TASK REQUIREMENTS:
Pull out every line from the listing that has the word "curves".

+++ SUPPLIED RECORDS

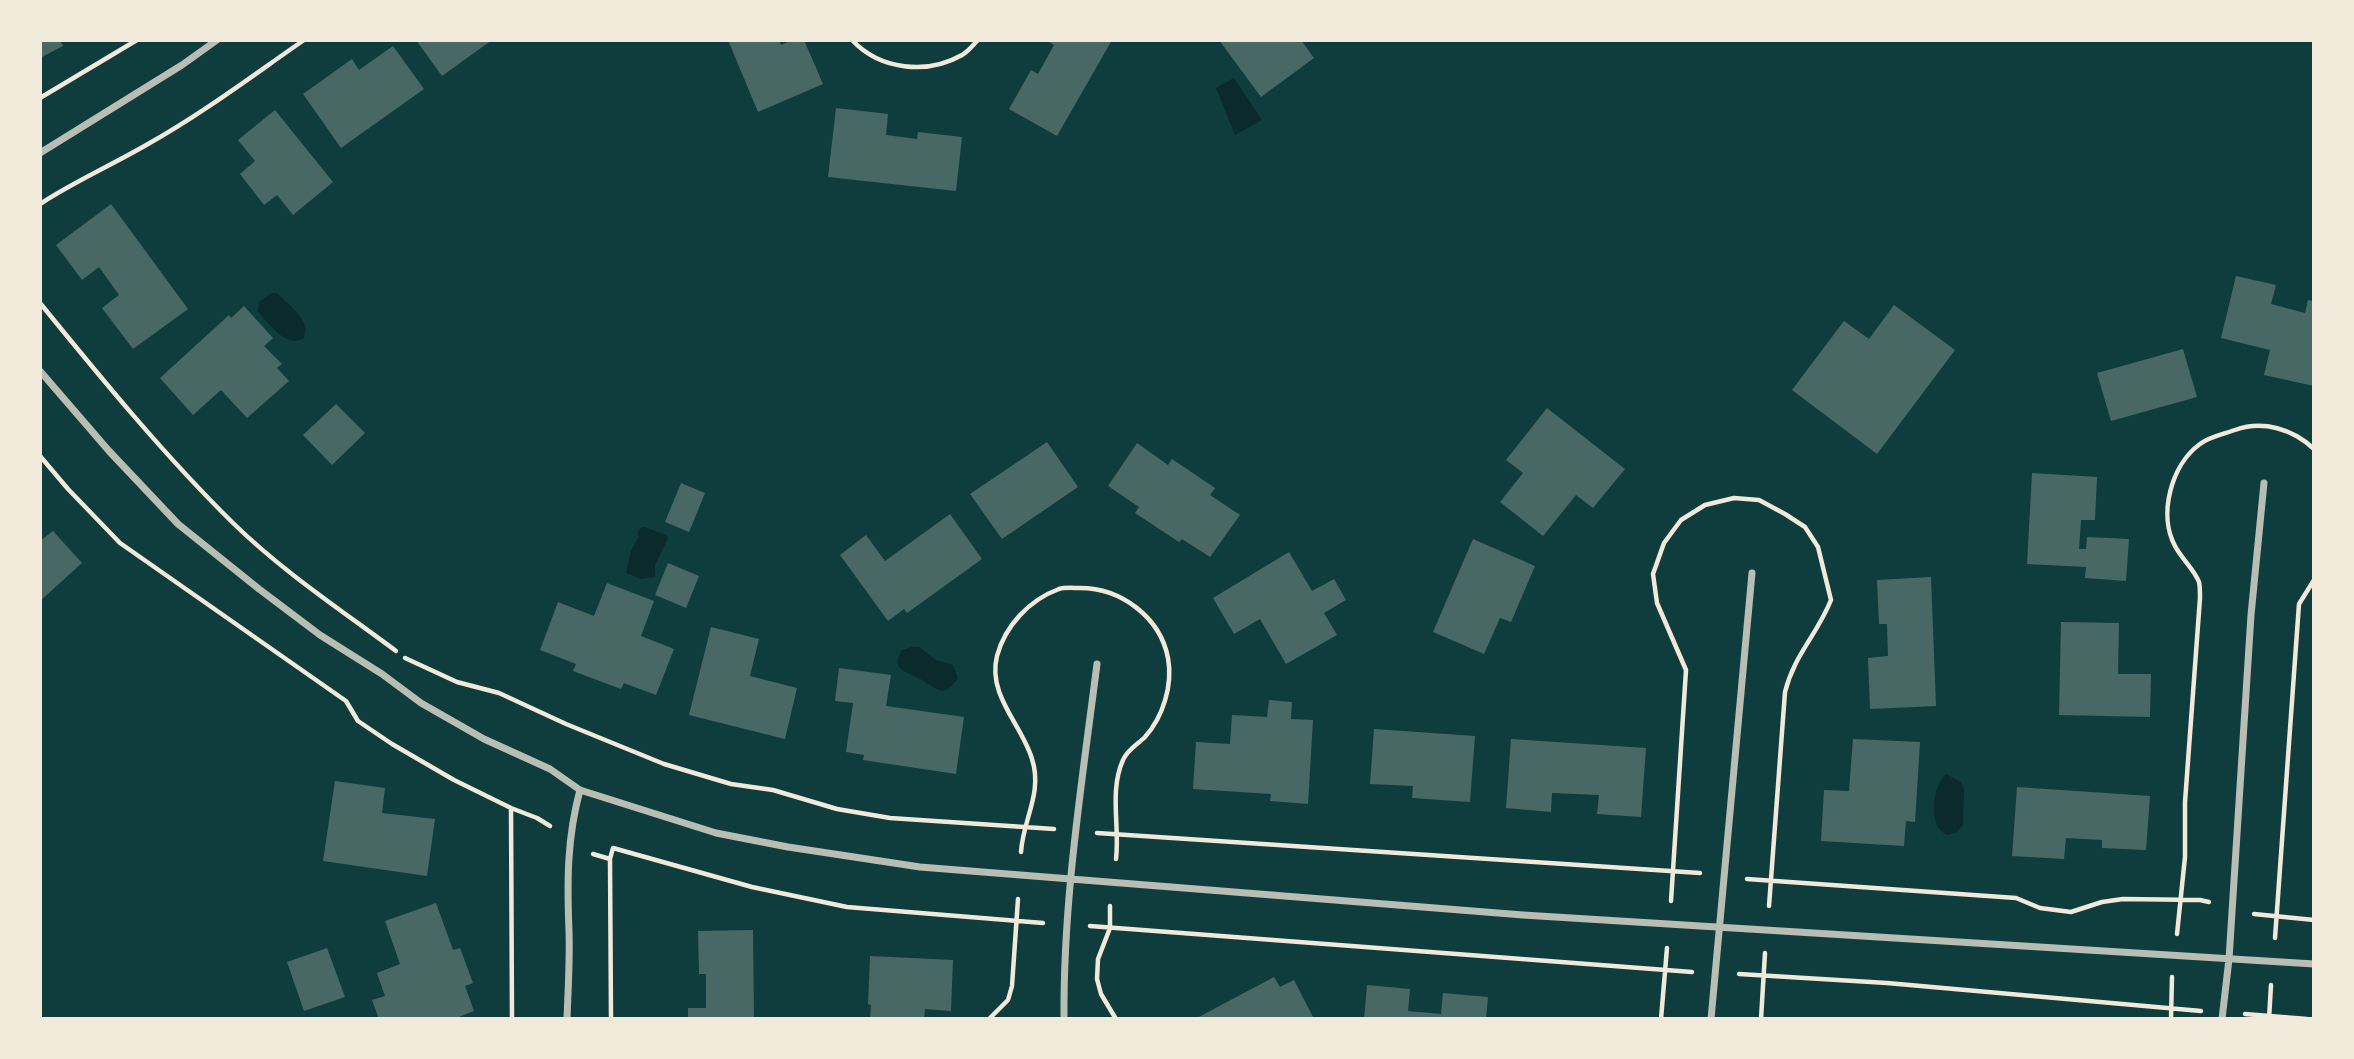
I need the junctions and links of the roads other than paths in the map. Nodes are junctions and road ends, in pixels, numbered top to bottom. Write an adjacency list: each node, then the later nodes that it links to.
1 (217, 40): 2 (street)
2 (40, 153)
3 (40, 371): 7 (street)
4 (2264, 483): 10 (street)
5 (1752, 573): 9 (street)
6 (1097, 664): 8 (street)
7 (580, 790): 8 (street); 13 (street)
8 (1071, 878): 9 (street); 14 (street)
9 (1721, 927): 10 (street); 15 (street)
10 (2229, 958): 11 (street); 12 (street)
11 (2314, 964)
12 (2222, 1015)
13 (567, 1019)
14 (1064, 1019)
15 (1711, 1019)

++++++
+++ SUPPLIED RECORDS

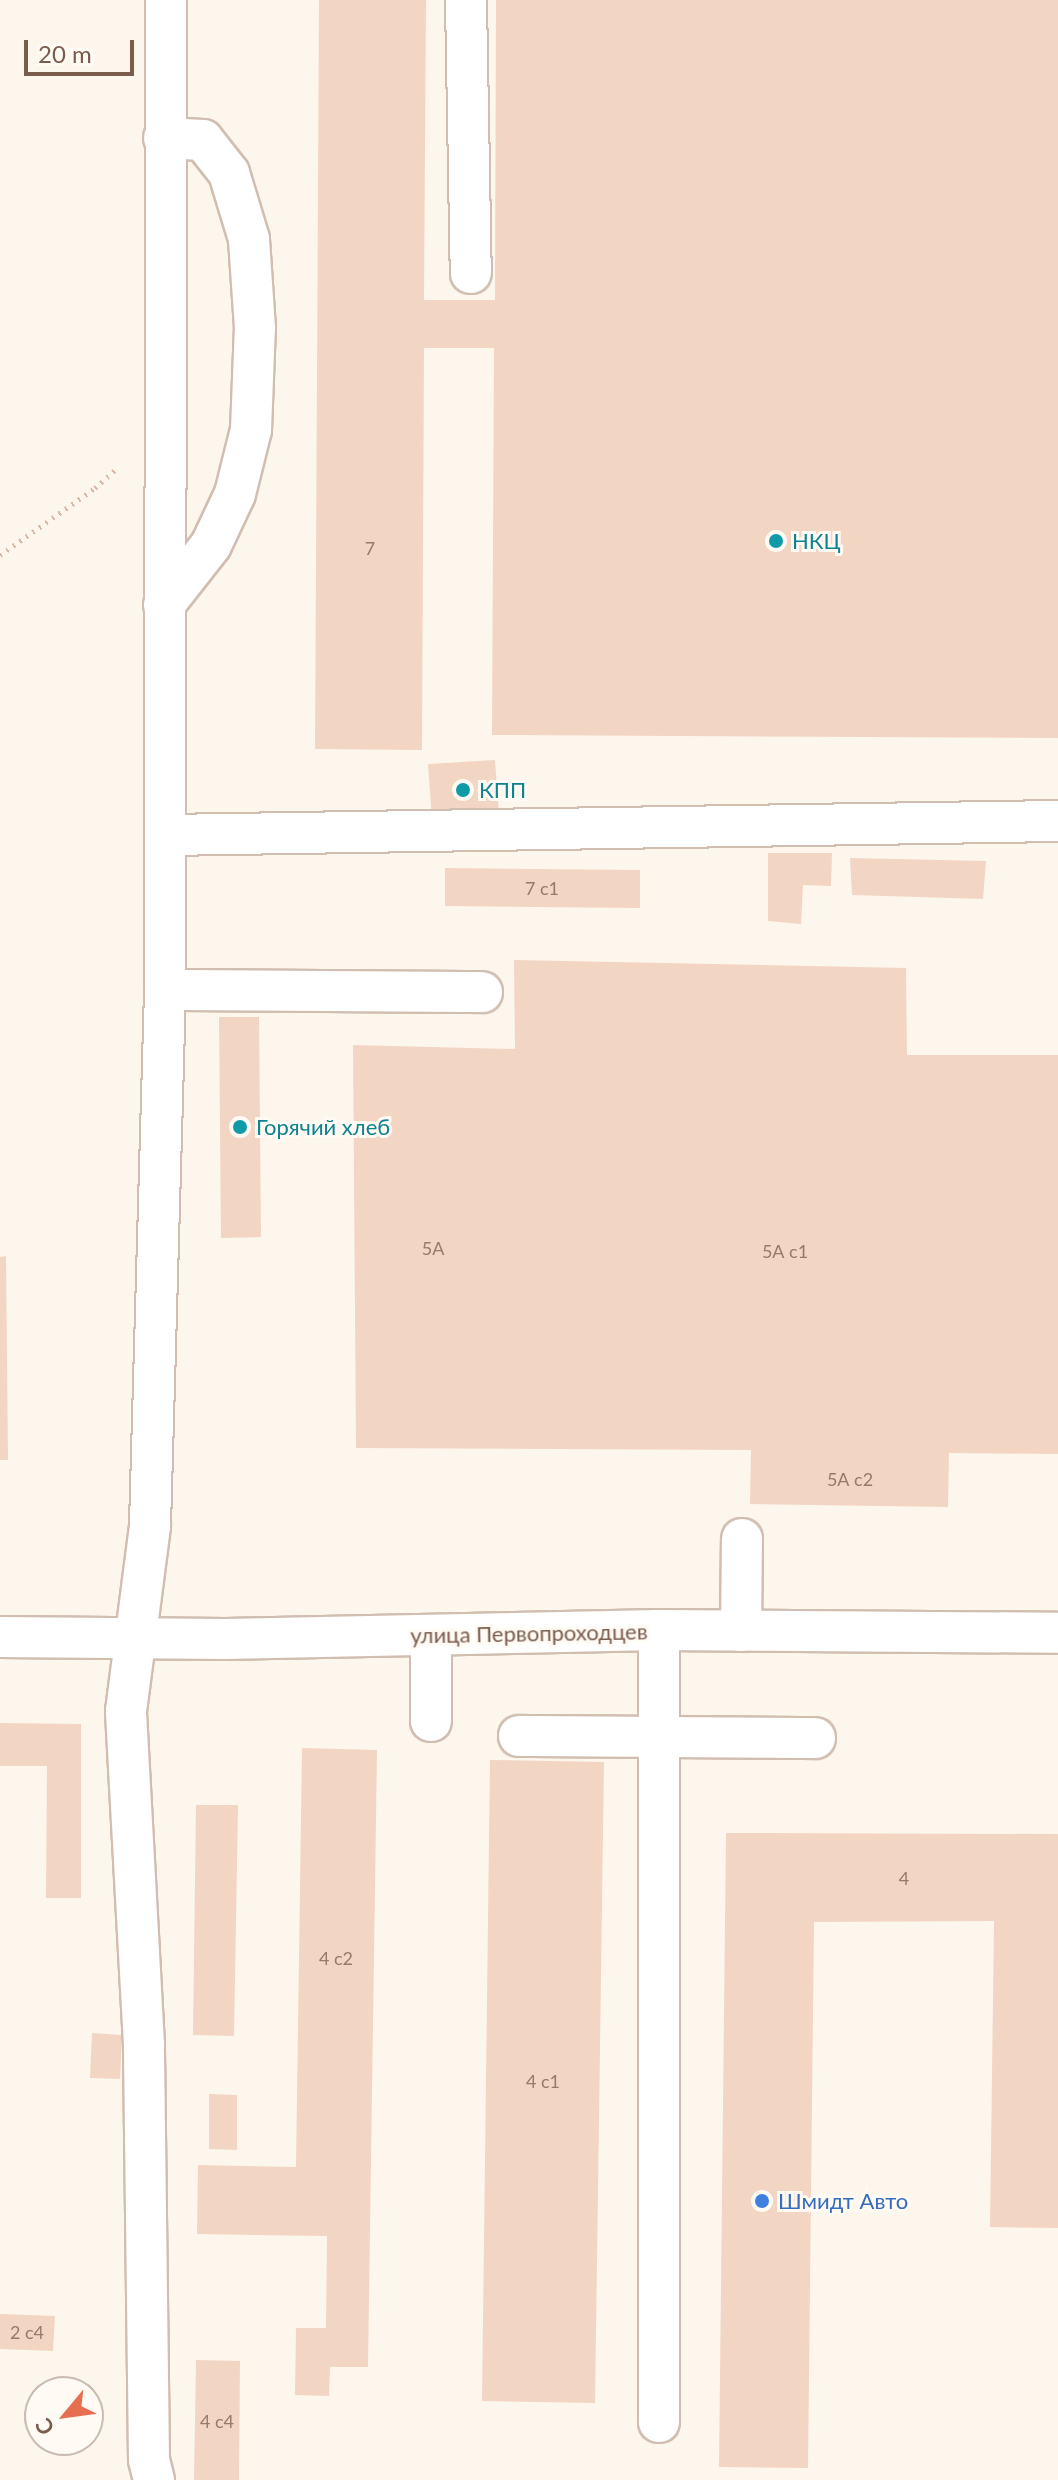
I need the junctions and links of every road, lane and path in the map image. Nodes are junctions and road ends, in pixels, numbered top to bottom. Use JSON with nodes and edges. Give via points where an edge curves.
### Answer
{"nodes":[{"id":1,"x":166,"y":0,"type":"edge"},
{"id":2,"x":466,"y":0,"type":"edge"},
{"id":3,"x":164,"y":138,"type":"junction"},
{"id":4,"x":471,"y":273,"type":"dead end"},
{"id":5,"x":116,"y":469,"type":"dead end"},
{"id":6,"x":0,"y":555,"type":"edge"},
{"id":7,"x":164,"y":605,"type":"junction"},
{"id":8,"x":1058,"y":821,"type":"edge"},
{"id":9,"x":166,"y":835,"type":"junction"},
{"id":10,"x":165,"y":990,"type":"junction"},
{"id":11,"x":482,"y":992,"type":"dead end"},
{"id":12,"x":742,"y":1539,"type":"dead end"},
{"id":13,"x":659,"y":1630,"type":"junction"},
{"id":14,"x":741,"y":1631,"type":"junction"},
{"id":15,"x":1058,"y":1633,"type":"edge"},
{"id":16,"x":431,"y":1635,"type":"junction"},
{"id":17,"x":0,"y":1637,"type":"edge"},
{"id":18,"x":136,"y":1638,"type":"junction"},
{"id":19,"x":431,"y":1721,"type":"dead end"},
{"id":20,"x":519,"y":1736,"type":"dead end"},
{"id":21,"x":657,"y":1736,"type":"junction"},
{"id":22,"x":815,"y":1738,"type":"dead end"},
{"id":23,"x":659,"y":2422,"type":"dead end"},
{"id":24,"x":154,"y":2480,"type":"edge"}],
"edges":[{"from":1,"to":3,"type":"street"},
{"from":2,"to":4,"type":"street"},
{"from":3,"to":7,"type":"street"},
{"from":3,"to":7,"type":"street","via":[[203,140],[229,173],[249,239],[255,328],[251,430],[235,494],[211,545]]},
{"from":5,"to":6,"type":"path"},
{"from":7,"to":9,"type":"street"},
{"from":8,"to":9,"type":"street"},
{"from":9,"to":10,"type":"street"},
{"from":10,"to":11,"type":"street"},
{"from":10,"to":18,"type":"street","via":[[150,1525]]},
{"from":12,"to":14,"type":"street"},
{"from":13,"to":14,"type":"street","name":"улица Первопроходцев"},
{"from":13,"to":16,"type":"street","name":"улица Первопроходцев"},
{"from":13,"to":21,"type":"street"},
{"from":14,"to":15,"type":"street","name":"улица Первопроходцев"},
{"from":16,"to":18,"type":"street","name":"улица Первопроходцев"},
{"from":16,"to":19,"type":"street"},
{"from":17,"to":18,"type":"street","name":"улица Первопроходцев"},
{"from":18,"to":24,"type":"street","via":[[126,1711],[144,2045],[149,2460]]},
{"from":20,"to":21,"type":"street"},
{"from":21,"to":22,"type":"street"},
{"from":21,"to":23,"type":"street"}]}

++++++
+++ SUPPLIED RECORDS

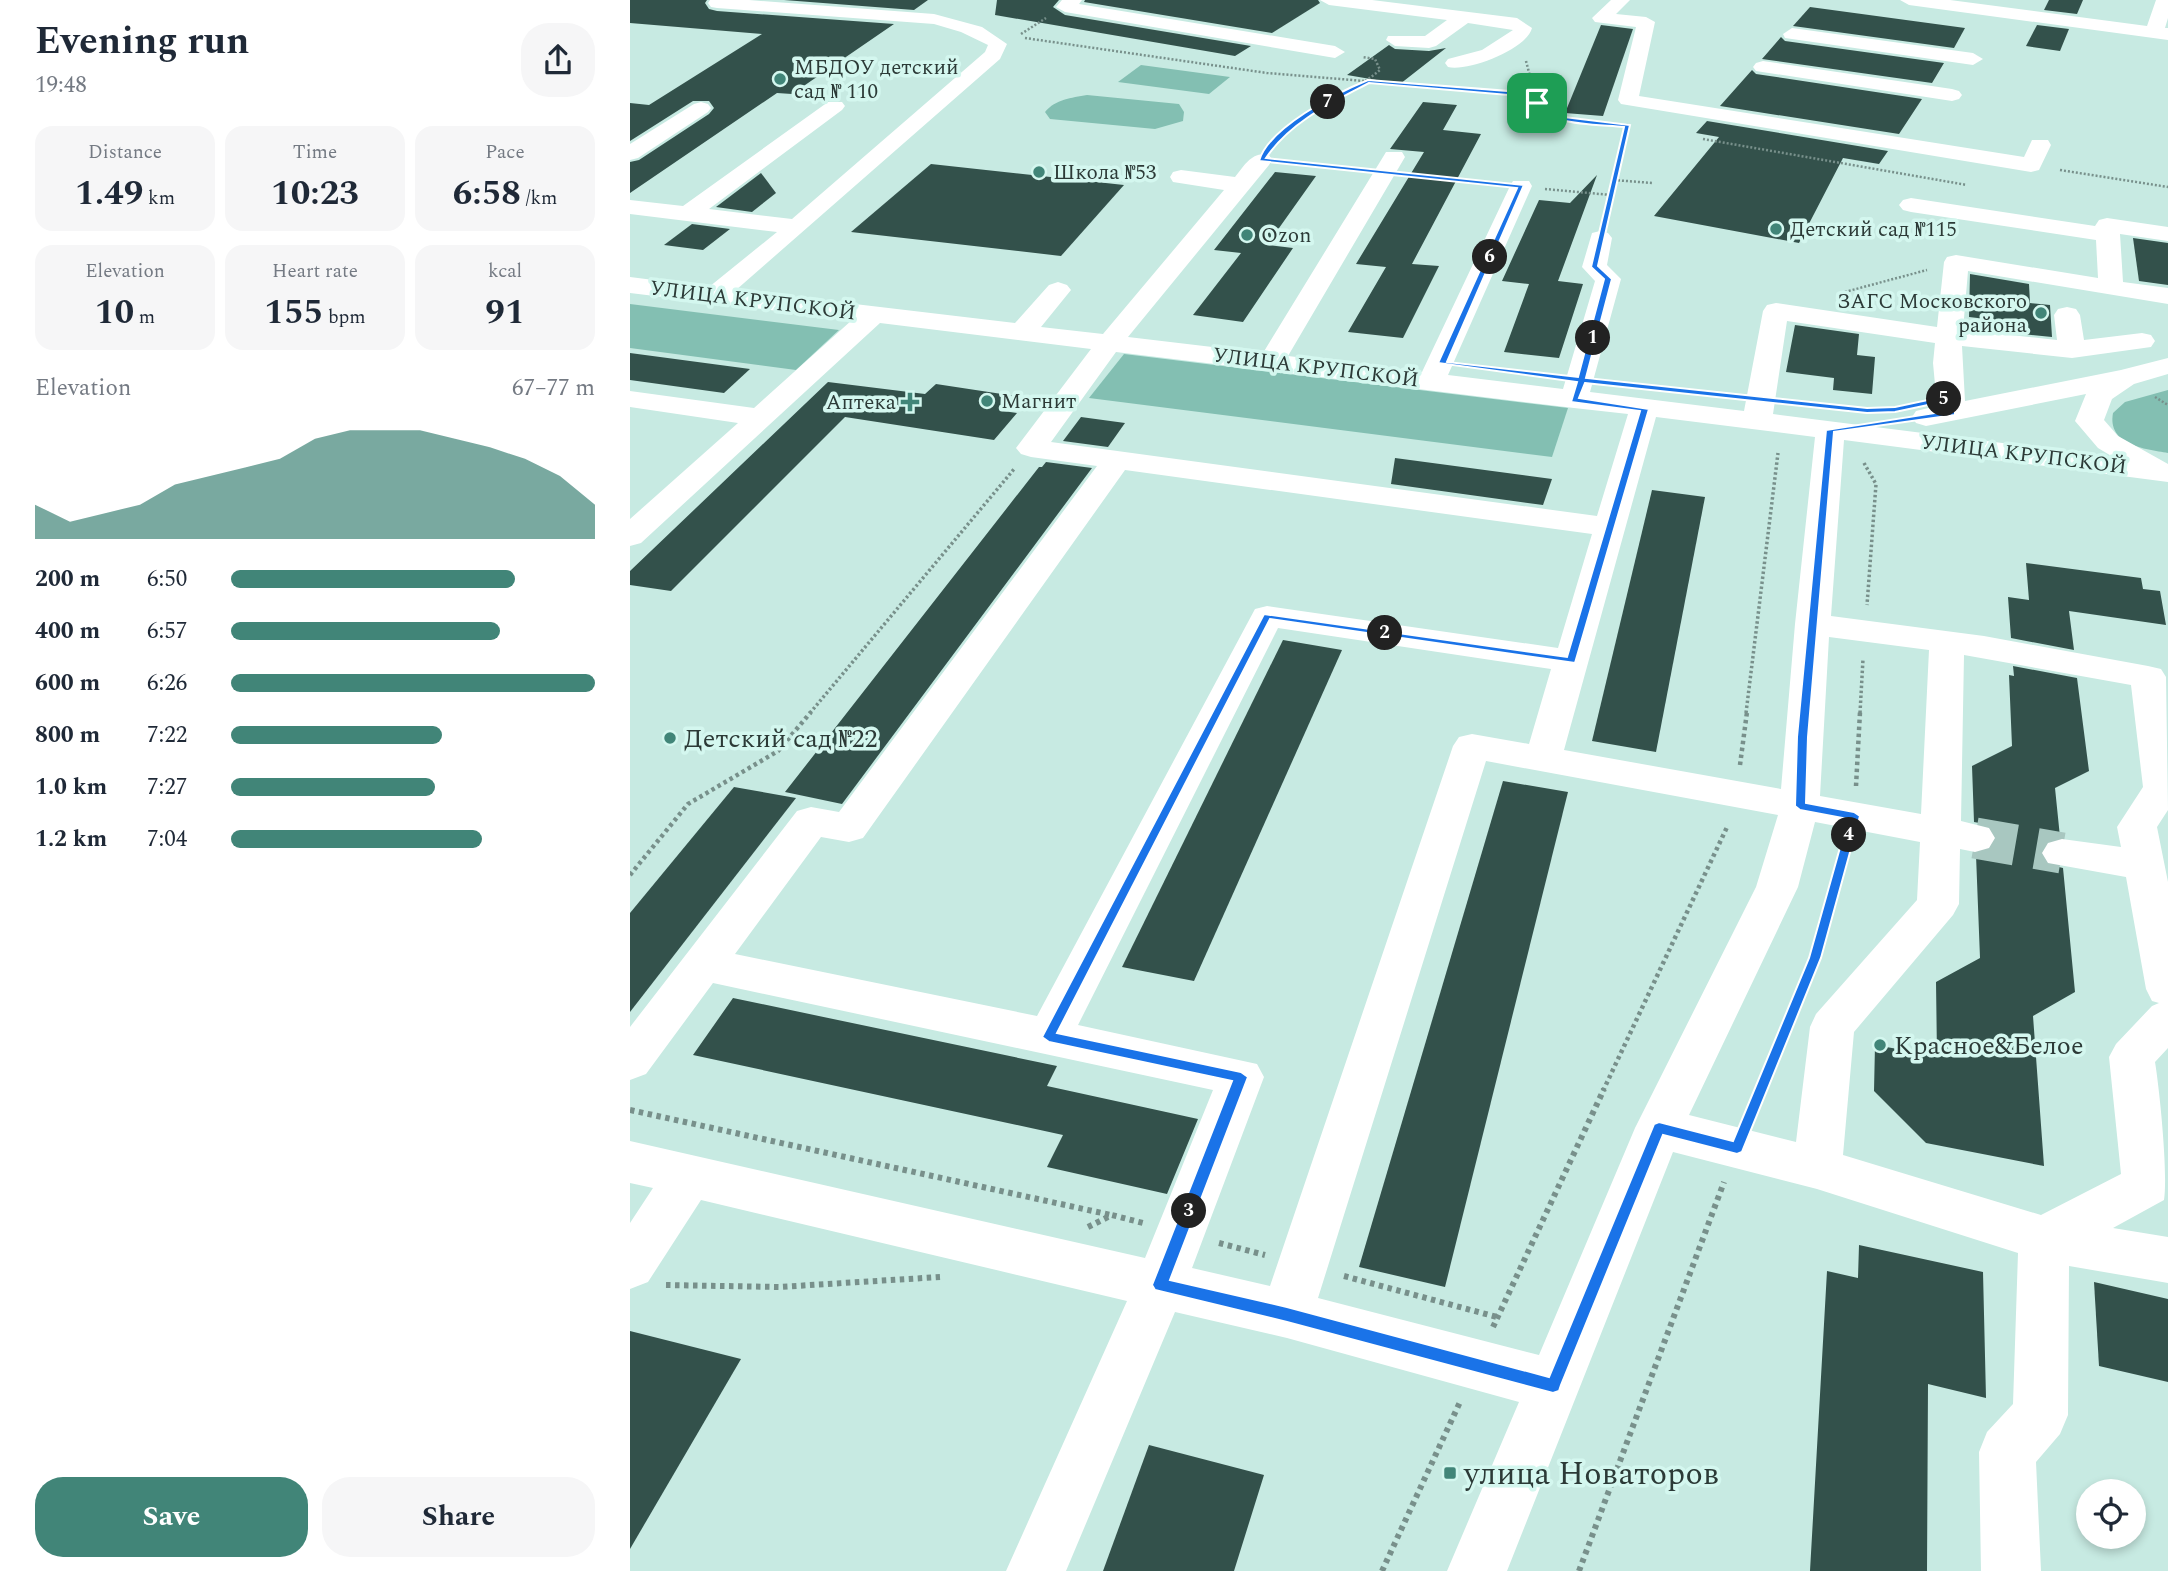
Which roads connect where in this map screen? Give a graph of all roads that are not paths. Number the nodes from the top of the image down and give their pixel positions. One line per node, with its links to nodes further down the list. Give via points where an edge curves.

++++++

ANSWER AREA:
I need the junctions and links of every road, lane and path in the map image. Nodes are junctions and road ends, in pixels, numbered top to bottom. Use JSON with nodes and edges. Give via points where an edge curves.
Which roads connect where in this map screen? Give a graph of all roads that are not paths. Number the nodes from the top of the image down and give their pixel positions. One line per node, with its links to nodes further down the list. Give via points where an edge curves.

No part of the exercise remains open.